#### What to do
Filter the listing below for "West" and report every line that has it.
───── Source data ─────
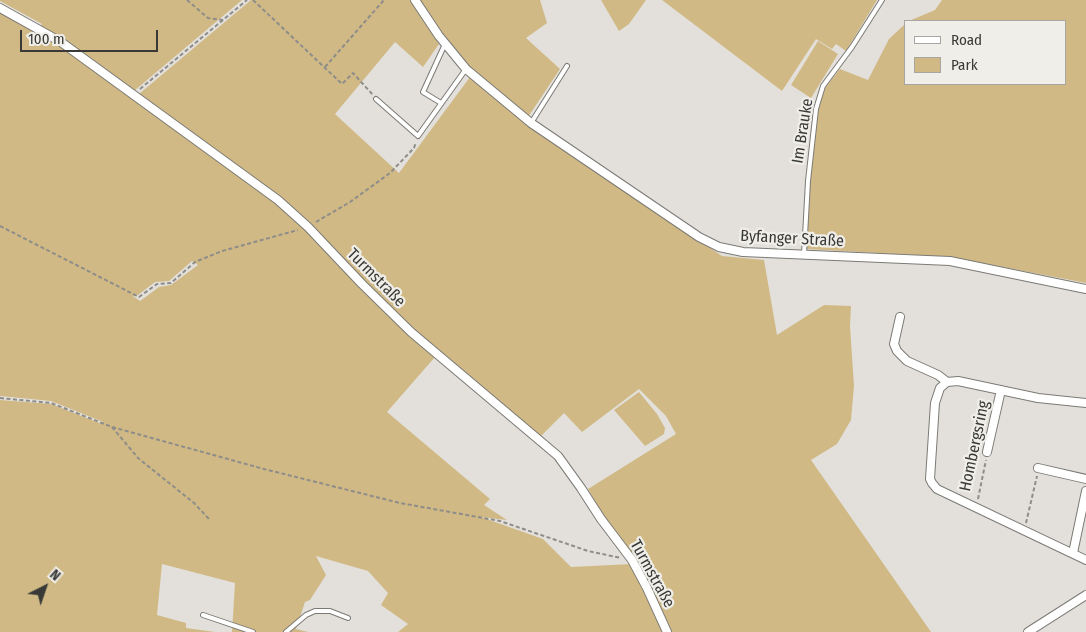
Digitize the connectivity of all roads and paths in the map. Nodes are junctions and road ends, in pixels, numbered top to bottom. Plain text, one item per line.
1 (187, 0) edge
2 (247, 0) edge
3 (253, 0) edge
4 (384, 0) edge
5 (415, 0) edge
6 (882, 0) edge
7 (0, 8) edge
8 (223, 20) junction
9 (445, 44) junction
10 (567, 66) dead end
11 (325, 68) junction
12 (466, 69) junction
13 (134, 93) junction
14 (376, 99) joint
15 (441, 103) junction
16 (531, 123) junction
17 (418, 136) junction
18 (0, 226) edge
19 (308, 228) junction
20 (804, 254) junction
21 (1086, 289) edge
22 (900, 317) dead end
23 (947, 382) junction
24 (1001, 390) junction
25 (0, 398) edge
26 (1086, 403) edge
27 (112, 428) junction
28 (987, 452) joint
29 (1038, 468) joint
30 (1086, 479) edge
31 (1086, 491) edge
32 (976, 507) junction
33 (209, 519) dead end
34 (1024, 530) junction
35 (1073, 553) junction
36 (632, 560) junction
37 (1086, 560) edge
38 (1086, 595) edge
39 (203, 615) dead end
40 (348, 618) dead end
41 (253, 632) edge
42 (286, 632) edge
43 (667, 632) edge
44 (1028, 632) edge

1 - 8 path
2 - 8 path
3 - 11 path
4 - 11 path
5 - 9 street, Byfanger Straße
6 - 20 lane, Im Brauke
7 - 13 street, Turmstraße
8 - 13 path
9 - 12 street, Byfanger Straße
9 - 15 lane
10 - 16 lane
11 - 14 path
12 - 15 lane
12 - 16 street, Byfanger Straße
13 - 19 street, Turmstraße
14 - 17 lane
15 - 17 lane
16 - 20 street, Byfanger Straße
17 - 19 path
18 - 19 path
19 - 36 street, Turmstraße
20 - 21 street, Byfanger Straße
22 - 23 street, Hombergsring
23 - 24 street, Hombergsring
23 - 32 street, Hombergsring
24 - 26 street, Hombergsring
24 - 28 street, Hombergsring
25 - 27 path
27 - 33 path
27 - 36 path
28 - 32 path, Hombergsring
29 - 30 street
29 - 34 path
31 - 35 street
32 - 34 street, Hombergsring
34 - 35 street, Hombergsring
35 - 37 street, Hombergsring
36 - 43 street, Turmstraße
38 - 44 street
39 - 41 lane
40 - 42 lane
─────
───── Source data ─────
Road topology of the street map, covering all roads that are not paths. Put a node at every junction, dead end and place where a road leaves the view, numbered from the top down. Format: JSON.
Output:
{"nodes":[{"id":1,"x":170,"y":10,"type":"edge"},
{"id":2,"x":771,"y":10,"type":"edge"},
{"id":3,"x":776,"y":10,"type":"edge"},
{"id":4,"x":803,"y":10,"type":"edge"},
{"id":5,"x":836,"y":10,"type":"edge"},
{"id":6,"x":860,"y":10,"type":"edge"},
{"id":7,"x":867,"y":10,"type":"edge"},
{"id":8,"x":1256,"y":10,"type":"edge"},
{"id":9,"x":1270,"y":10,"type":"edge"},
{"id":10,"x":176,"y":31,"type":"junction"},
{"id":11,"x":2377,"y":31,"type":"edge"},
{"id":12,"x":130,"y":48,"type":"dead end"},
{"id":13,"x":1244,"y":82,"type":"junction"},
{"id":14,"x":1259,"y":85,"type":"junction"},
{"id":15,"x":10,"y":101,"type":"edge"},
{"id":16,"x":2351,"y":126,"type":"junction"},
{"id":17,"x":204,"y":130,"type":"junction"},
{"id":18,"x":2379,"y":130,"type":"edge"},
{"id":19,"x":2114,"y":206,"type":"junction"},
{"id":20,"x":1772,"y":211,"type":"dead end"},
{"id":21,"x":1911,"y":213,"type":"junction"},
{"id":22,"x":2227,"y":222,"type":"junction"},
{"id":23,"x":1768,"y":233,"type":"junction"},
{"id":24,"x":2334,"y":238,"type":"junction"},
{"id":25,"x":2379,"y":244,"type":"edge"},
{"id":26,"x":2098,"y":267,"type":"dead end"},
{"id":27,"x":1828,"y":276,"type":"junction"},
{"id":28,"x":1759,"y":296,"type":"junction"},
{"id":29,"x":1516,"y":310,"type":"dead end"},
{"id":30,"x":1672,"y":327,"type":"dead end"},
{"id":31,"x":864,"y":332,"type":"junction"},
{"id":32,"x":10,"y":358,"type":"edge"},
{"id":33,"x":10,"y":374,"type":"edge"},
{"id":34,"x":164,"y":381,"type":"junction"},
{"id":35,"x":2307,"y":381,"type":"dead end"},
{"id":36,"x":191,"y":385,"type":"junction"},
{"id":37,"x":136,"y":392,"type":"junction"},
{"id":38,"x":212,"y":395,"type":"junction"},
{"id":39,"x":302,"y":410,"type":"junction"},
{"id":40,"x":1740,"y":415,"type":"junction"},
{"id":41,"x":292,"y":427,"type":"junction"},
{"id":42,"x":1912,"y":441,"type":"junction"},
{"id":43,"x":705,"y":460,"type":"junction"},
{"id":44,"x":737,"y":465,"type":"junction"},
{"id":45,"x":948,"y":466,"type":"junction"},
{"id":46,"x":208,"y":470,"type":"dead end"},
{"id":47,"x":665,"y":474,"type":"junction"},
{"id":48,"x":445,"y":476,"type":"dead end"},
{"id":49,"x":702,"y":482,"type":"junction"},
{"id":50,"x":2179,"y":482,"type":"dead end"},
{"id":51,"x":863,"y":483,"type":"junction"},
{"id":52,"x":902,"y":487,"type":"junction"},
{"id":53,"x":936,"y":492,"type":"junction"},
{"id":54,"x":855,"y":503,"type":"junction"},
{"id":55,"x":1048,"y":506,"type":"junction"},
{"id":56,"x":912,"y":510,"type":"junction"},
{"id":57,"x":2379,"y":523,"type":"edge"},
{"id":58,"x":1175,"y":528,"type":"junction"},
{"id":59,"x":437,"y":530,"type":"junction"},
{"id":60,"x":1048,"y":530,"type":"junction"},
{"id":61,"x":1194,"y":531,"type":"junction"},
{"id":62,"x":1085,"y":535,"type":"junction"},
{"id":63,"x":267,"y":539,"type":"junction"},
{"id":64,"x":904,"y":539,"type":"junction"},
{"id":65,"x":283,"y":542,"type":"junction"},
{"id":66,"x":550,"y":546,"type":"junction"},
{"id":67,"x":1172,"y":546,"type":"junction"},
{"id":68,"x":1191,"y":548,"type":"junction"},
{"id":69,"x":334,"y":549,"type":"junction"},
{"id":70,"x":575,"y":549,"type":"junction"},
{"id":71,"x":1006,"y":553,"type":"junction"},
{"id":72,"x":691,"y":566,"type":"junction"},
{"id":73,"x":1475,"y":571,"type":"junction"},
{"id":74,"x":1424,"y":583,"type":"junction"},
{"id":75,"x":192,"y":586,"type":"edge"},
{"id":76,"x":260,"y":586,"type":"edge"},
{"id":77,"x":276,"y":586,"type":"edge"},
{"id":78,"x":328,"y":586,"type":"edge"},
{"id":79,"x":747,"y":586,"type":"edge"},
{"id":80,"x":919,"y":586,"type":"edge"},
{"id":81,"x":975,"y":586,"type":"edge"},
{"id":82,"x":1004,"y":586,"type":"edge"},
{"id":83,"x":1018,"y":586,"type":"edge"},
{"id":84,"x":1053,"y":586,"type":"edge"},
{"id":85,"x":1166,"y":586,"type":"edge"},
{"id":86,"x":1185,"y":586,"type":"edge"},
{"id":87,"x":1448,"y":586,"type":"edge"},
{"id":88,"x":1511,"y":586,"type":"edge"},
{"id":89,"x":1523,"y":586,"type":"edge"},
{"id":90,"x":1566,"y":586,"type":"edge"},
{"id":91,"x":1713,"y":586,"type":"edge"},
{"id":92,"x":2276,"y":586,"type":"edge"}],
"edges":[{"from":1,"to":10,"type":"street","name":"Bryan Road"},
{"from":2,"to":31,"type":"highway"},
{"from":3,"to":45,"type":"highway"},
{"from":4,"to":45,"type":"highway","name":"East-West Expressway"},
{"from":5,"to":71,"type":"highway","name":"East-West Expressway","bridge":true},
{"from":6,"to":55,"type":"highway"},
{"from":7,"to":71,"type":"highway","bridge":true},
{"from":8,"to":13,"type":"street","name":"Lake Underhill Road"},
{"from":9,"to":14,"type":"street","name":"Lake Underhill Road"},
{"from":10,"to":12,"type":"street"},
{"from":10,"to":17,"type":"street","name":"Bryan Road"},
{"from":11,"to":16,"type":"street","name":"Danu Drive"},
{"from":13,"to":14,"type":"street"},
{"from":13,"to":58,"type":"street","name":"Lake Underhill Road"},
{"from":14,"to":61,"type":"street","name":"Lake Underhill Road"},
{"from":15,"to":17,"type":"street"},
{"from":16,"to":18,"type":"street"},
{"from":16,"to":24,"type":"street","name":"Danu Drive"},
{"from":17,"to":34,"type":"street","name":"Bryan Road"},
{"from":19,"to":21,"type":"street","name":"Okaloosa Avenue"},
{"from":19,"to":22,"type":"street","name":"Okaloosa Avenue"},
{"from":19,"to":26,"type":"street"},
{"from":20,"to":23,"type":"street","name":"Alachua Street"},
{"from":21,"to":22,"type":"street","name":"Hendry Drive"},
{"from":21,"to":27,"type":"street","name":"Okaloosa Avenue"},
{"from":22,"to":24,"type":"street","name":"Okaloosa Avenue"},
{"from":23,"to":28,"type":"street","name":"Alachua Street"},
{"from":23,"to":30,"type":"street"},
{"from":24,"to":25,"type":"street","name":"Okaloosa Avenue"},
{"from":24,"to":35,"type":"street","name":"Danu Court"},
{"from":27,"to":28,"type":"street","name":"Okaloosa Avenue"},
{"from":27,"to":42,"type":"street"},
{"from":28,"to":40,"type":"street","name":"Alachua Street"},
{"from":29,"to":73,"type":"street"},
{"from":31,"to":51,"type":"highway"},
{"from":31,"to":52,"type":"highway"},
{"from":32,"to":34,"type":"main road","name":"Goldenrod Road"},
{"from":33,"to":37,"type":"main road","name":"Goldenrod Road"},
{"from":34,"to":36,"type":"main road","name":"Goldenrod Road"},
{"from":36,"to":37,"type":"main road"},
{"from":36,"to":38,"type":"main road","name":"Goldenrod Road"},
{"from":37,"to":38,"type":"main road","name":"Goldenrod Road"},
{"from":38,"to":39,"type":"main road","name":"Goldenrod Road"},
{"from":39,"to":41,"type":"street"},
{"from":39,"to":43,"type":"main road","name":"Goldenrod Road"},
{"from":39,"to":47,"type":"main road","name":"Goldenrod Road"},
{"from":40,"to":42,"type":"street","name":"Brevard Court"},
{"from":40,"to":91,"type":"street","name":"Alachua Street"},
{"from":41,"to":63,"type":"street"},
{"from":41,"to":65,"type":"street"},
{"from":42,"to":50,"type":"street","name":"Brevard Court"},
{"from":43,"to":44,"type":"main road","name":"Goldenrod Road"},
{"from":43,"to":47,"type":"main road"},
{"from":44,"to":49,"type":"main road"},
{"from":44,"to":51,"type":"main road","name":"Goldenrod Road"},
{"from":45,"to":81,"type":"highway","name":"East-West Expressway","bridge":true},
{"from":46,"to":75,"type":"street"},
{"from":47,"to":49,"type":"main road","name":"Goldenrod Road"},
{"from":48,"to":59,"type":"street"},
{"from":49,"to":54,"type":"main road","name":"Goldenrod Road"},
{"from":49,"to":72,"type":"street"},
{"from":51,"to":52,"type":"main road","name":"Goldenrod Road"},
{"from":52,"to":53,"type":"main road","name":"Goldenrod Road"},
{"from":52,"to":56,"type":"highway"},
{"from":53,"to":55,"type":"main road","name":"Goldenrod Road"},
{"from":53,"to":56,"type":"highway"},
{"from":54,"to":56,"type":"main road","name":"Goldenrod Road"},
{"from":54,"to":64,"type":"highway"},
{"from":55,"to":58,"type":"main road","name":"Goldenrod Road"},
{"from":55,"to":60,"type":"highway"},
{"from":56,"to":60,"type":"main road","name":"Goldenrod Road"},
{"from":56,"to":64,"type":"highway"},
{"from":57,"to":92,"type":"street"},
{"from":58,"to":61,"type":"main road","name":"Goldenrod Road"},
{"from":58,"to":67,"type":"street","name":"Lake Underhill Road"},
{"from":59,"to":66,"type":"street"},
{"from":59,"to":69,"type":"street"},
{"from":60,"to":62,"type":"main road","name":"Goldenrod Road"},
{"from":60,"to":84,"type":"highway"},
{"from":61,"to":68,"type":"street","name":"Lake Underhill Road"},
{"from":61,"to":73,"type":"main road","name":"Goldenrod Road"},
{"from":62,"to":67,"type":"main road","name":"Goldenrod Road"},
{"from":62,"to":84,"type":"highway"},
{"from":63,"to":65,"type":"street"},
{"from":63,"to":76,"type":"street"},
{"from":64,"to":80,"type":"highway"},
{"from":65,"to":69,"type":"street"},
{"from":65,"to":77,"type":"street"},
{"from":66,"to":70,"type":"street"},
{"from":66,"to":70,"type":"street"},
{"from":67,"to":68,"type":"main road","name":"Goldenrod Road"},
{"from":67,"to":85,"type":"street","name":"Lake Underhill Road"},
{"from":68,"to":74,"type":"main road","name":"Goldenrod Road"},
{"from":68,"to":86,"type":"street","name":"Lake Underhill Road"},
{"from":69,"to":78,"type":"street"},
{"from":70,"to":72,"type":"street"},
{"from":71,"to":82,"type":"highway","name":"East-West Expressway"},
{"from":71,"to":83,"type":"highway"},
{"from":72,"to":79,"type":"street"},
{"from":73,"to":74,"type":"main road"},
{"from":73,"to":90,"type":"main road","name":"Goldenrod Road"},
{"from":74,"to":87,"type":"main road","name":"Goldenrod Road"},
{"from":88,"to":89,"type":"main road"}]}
─────
#### Your response
{"from":4,"to":45,"type":"highway","name":"East-West Expressway"},
{"from":5,"to":71,"type":"highway","name":"East-West Expressway","bridge":true},
{"from":45,"to":81,"type":"highway","name":"East-West Expressway","bridge":true},
{"from":71,"to":82,"type":"highway","name":"East-West Expressway"},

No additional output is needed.